Der Britisches Pfund verbrachte den größten Teil des Donnerstags damit, das zu tun, was alles andere auch tat: Sie sanken nach unten, während Washington und Teheran einen Schlagabtausch lieferten, und explodierten dann nach oben, als Präsident Trump kurz nach 17:30 Uhr GMT die geplanten Angriffe für den Abend absagte und eine Einigung für so gut wie abgeschlossen erklärte. Der GBP/USD legte gegenüber den Tiefstständen um mehr als einen vollen Betrag zu, und nicht ein Pip davon wurde im Vereinigten Königreich verdient.
Das ist für Cable wichtiger als für die meisten anderen, denn das Pfund muss nun eine geliehene Rallye auf einer der schwersten geplanten Etappen im Kalender verteidigen. Was die geopolitische Peitsche am Donnerstag lieferte, stellen die Daten ab Freitagmorgen in Frage.
Per Post storniert, von niemandem bestätigt
Der Verlauf des Tages war auf allen Märkten derselbe. Am Dienstag und Mittwoch kam es zu US-Angriffen, Teheran reagierte auf US-Stützpunkte am anderen Ende des Golfs, und Trump eröffnete den Donnerstag mit der Drohung, die Insel Kharg zu erobern, bevor er die Angriffe der Nacht absagte und die Zustimmung zu einem sinnvollen Abkommen auf höchster Ebene der iranischen Führung einforderte.
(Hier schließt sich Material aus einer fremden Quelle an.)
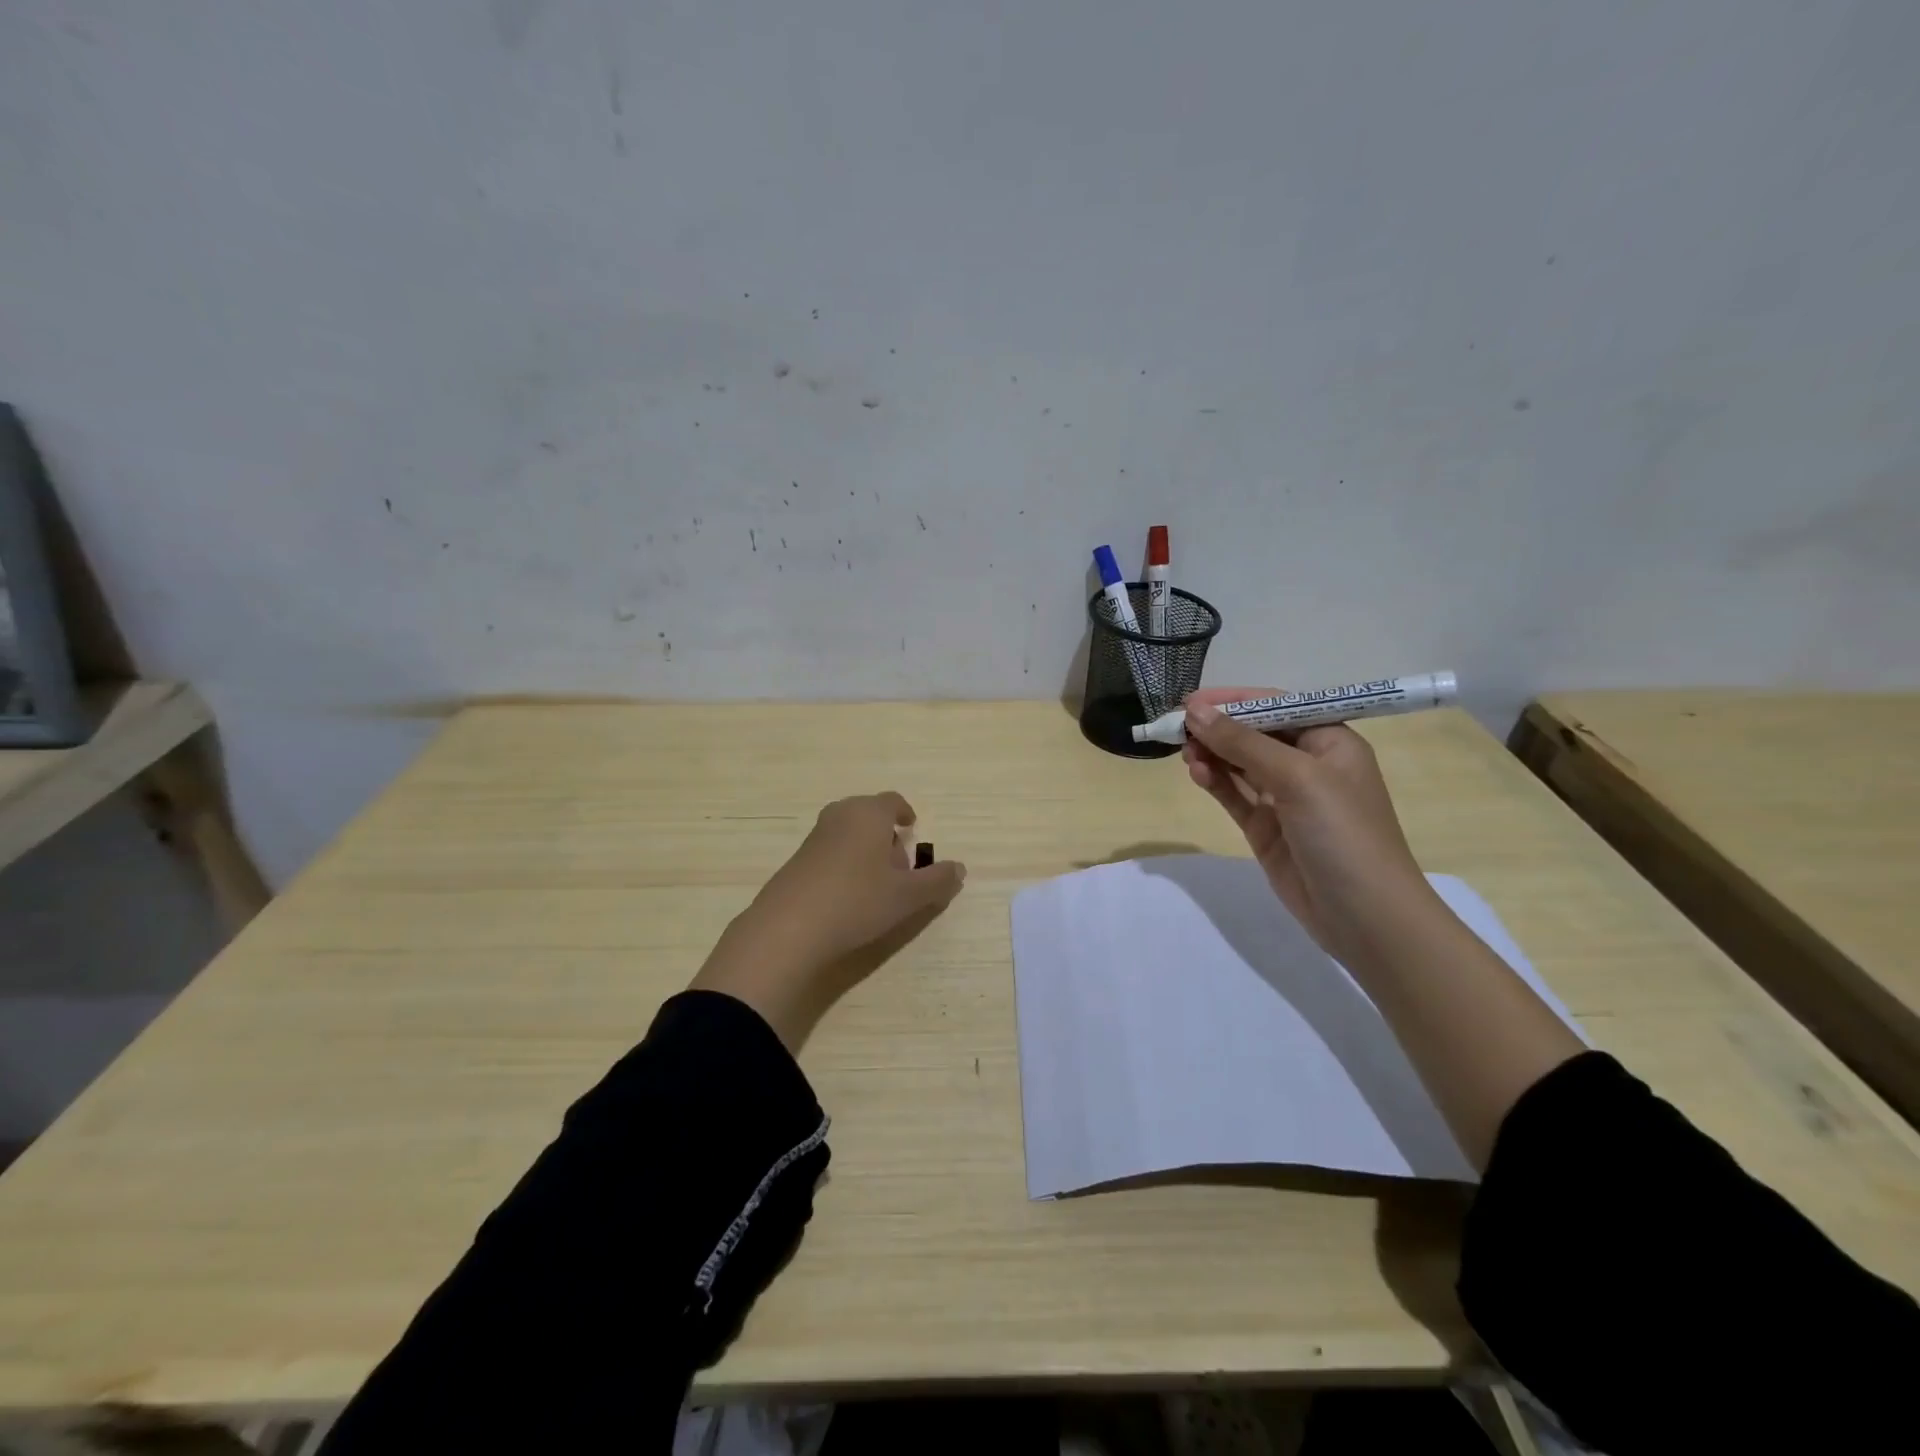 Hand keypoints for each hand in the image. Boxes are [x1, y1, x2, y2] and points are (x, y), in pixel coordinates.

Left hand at [691, 793, 965, 1049]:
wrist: (789, 928)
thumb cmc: (857, 901)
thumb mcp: (908, 896)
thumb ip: (937, 881)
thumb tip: (959, 868)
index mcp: (869, 814)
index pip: (892, 801)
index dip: (905, 813)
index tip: (912, 828)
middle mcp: (840, 816)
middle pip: (868, 815)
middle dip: (886, 834)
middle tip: (900, 864)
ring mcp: (814, 837)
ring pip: (848, 833)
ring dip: (865, 850)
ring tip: (877, 884)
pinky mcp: (796, 860)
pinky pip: (830, 851)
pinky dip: (844, 863)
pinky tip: (847, 896)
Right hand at [1182, 689, 1443, 970]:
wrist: (1364, 916)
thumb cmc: (1342, 833)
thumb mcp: (1297, 778)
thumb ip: (1243, 743)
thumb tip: (1195, 711)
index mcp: (1330, 742)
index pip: (1276, 707)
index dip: (1234, 700)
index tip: (1191, 701)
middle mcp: (1308, 765)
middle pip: (1254, 734)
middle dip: (1218, 728)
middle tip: (1177, 728)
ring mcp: (1286, 799)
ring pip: (1240, 764)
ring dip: (1212, 754)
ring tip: (1185, 753)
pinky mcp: (1267, 828)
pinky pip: (1235, 795)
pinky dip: (1215, 782)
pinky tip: (1196, 773) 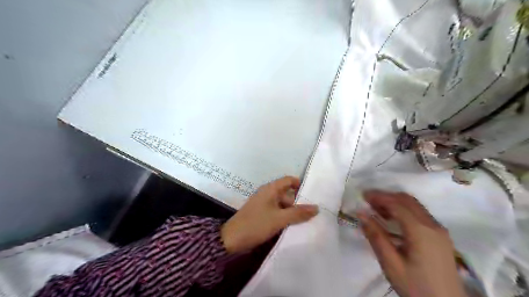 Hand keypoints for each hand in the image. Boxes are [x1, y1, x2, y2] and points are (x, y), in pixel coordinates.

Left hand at [221, 175, 317, 253]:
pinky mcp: (261, 213)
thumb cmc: (256, 224)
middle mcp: (267, 193)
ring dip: (292, 211)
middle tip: (313, 212)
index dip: (301, 184)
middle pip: (287, 193)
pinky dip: (285, 216)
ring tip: (306, 220)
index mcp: (270, 189)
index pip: (289, 180)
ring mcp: (263, 204)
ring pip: (282, 204)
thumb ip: (298, 213)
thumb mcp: (279, 219)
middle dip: (299, 201)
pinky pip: (277, 211)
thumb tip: (316, 207)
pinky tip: (293, 225)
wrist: (231, 239)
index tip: (313, 194)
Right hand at [360, 190, 465, 296]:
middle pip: (408, 200)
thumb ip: (376, 236)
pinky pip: (420, 214)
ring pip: (415, 206)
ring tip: (377, 209)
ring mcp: (439, 230)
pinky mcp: (440, 236)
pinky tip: (393, 220)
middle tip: (368, 201)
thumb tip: (361, 214)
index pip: (398, 204)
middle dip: (387, 197)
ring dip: (395, 202)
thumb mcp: (391, 264)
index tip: (363, 195)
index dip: (379, 197)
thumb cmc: (416, 287)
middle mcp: (433, 225)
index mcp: (421, 231)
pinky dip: (404, 210) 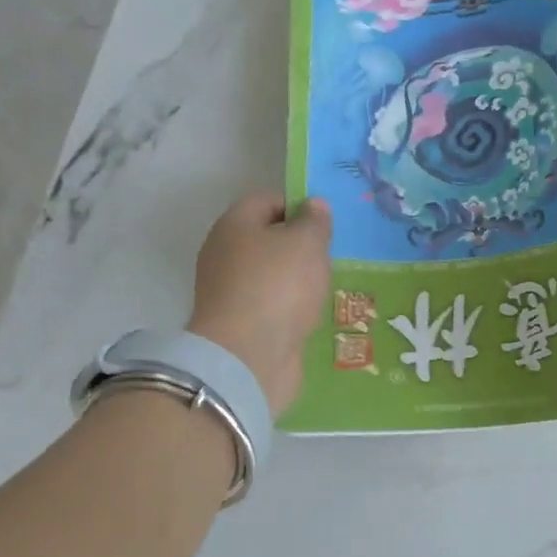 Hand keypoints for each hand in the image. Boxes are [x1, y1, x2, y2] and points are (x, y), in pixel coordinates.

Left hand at [188, 193, 331, 414]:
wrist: (248, 356)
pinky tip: (311, 313)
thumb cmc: (278, 286)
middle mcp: (225, 253)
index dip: (299, 205)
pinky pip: (272, 303)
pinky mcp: (241, 323)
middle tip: (331, 255)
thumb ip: (314, 221)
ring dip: (298, 278)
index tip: (326, 224)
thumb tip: (314, 205)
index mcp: (235, 225)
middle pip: (268, 238)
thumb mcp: (306, 243)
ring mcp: (230, 290)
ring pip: (271, 273)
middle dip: (300, 245)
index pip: (268, 200)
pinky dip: (291, 306)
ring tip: (327, 285) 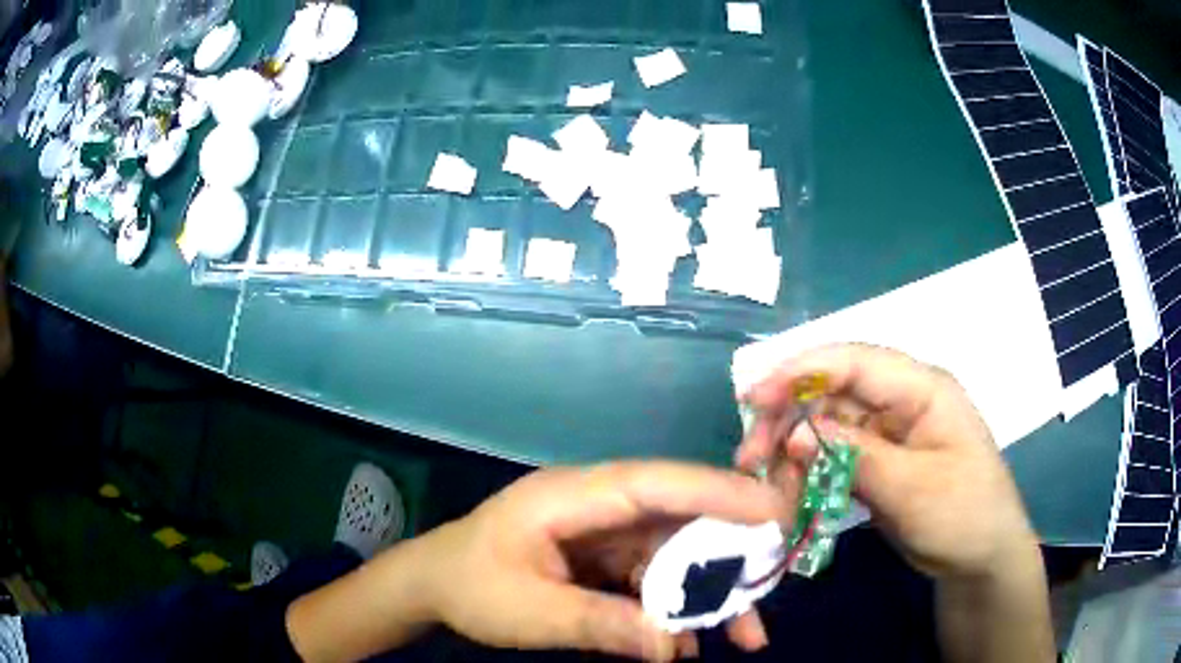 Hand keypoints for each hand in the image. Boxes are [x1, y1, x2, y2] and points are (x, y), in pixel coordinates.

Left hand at [420, 462, 787, 660]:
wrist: (432, 587)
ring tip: (746, 634)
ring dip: (709, 592)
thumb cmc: (472, 588)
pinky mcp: (603, 557)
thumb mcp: (532, 613)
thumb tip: (676, 647)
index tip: (775, 511)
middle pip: (678, 517)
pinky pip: (654, 577)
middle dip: (729, 553)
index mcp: (572, 497)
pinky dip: (677, 607)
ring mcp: (603, 531)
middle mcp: (597, 505)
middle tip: (769, 588)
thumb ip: (603, 626)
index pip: (656, 483)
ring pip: (675, 552)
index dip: (719, 492)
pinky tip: (689, 643)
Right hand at [735, 343, 1038, 581]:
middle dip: (786, 417)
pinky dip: (808, 473)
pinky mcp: (878, 461)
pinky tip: (791, 495)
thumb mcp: (914, 489)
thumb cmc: (964, 515)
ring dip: (792, 450)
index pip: (853, 361)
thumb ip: (857, 458)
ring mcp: (888, 432)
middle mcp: (900, 400)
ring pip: (826, 425)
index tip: (753, 398)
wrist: (981, 558)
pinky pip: (833, 456)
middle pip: (831, 390)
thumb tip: (795, 434)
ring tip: (767, 485)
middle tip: (749, 456)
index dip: (800, 370)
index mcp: (921, 389) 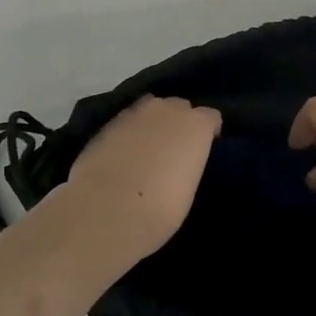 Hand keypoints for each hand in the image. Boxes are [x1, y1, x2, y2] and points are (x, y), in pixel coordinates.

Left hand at [62, 95, 221, 260]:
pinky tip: (121, 153)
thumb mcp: (187, 189)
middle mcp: (167, 109)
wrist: (107, 210)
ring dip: (151, 122)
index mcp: (196, 125)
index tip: (203, 148)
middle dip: (178, 122)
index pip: (210, 117)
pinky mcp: (105, 124)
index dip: (208, 132)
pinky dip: (126, 133)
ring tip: (145, 148)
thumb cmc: (161, 209)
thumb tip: (177, 166)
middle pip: (179, 106)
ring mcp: (133, 113)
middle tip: (173, 149)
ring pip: (149, 109)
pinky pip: (125, 122)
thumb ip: (186, 165) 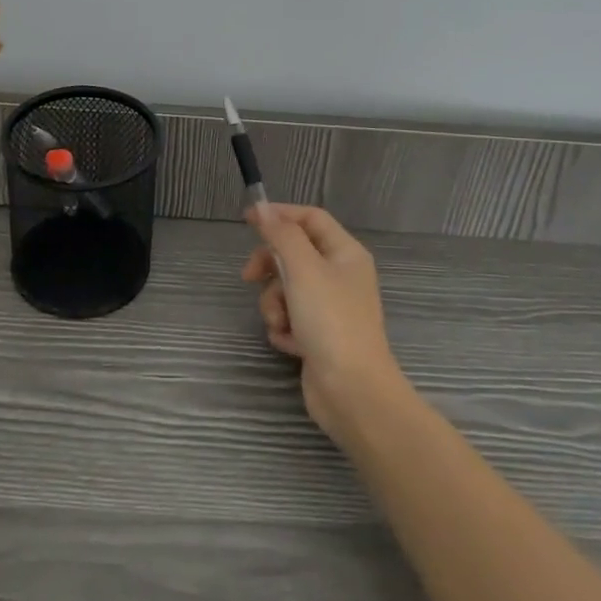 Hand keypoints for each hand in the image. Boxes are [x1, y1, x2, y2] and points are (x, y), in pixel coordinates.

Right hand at [243, 204, 405, 441]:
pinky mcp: (318, 335)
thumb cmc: (331, 321)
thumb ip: (282, 235)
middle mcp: (340, 276)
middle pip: (294, 254)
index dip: (280, 214)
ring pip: (286, 288)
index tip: (248, 219)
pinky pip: (290, 317)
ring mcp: (330, 308)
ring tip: (281, 322)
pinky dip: (284, 327)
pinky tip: (290, 343)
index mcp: (345, 253)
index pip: (310, 218)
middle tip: (249, 276)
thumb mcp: (303, 269)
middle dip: (270, 266)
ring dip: (274, 303)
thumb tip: (264, 209)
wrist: (352, 391) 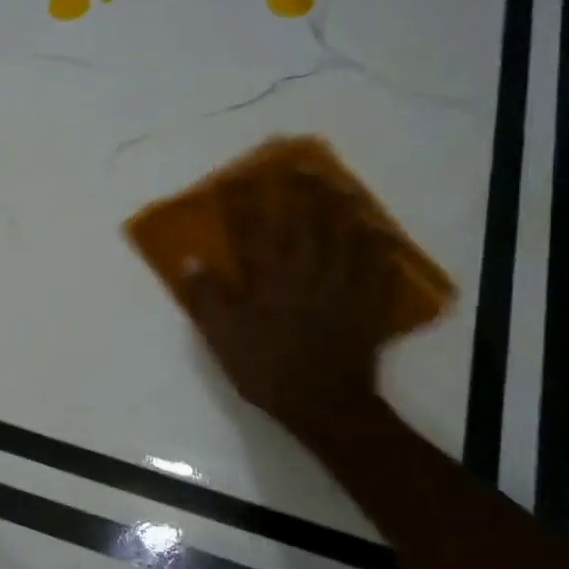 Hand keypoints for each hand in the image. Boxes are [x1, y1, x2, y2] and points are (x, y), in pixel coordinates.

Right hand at [180, 175, 388, 443]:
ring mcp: (342, 283)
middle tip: (301, 165)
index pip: (253, 227)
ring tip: (340, 187)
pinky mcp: (367, 302)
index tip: (239, 177)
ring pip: (345, 234)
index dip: (245, 200)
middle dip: (300, 190)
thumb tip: (190, 260)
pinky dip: (378, 245)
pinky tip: (378, 234)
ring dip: (342, 207)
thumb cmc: (266, 367)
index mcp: (269, 275)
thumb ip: (206, 296)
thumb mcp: (222, 336)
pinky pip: (377, 265)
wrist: (324, 402)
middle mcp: (307, 269)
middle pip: (306, 220) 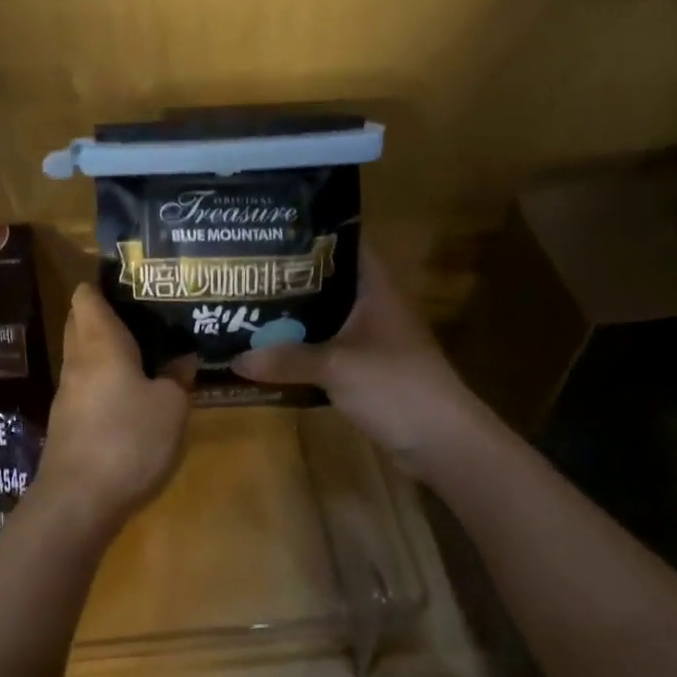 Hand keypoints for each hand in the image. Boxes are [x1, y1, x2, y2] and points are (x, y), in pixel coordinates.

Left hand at [35, 283, 191, 537]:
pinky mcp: (68, 420)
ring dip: (109, 349)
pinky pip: (87, 383)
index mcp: (99, 341)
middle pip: (82, 321)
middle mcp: (78, 359)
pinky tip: (133, 392)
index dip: (105, 284)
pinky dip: (106, 378)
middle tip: (148, 316)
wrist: (79, 499)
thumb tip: (183, 359)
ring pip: (84, 354)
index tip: (135, 284)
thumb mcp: (171, 407)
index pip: (87, 295)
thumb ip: (178, 378)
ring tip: (148, 351)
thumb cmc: (128, 439)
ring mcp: (68, 391)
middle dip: (108, 314)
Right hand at [232, 249, 480, 476]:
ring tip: (248, 308)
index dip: (312, 236)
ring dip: (293, 317)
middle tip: (246, 273)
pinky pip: (325, 349)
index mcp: (376, 289)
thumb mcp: (336, 367)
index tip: (270, 234)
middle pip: (329, 282)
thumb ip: (286, 359)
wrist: (442, 442)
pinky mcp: (365, 368)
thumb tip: (235, 358)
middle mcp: (374, 307)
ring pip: (325, 318)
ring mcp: (371, 339)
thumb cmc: (396, 387)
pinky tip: (270, 351)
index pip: (346, 245)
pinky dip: (301, 349)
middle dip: (290, 279)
Iran hat nichts bestätigt. Die halboffizielle Fars-Agentur berichtete zunächst, dass kein Text genehmigt worden sei, und stellte dann hohe Chancen auf eine Zustimmung in Aussicht, da Washington den iranischen Entwurf akzeptiert habe, während Trump von einem Unterzeichnungswochenende in Europa spricht, bei dem die Straße von Hormus nach der Unterzeichnung wieder geöffnet werden soll. Eine Hauptstadt plant eine Zeremonie; Das andere ist die Veröffentlichung von Quoten.
Verwaschene Dynamik, intakte Gewinne
Die Kartenarbeit wurde in einem Impuls erledigt. Der Cable rutschte von knapp unter 1,3400 am Londoner Morgen in die Tiefstmarke von 1,3300 am Nachmittag ab, dann kletterte die Löschkerze direkt durch die Spanne zurück, überwand 1,3400 und blieb kurz vor 1,3450 stehen.
Das Tages-Chart erklärt beide Zahlen. Die Kerze vom Donnerstag schloss wieder über dem 200-Tage-EMA (Exponential Moving Average), der bei 1,3400 liegt, während die Rallye direkt unter dem fallenden 50-Tage-EMA bei 1,3450 ins Stocken geriet. Das bedeutet, dass „Cable“ zwischen seinen beiden meistgesehenen Durchschnittswerten eingeklemmt ist, so wörtlich, wie technische Spannung nur sein kann.
Das Momentum sorgt für eine weitere Falte, da der Intraday Stochastic Relative Strength Index (Stoch RSI) in den überverkauften Bereich eingebrochen ist, während der Preis kaum etwas über 1,3400 aufgegeben hat. Dieser Reset begünstigt normalerweise die Seite, die die Gewinne hält; Die Schlagzeilen entscheiden darüber, in welche Richtung es schießt.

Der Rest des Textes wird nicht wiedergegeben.